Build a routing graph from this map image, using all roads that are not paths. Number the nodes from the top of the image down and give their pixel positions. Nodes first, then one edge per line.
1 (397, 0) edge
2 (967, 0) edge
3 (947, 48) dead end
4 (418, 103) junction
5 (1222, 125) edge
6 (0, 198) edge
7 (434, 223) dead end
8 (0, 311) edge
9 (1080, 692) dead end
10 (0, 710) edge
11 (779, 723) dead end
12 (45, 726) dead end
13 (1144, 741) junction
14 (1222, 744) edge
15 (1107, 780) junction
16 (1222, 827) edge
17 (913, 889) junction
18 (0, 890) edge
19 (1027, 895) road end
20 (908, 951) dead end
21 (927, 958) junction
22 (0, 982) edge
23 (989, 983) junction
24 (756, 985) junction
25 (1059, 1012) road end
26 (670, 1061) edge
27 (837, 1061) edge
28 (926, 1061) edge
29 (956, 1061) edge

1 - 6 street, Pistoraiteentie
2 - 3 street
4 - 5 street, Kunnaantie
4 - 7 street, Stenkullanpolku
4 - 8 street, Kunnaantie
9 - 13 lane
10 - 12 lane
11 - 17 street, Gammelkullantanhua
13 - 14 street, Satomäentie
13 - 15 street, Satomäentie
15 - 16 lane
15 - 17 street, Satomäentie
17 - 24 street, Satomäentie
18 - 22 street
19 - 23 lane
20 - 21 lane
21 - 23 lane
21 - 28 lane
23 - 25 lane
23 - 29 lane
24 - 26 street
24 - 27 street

______

• **WORK ORDER**
Look through the data above and report every line in which "lane" appears.

• **RESULT OF THIS EXERCISE**
9 - 13 lane
10 - 12 lane
15 - 16 lane
19 - 23 lane
20 - 21 lane
21 - 23 lane
21 - 28 lane
23 - 25 lane
23 - 29 lane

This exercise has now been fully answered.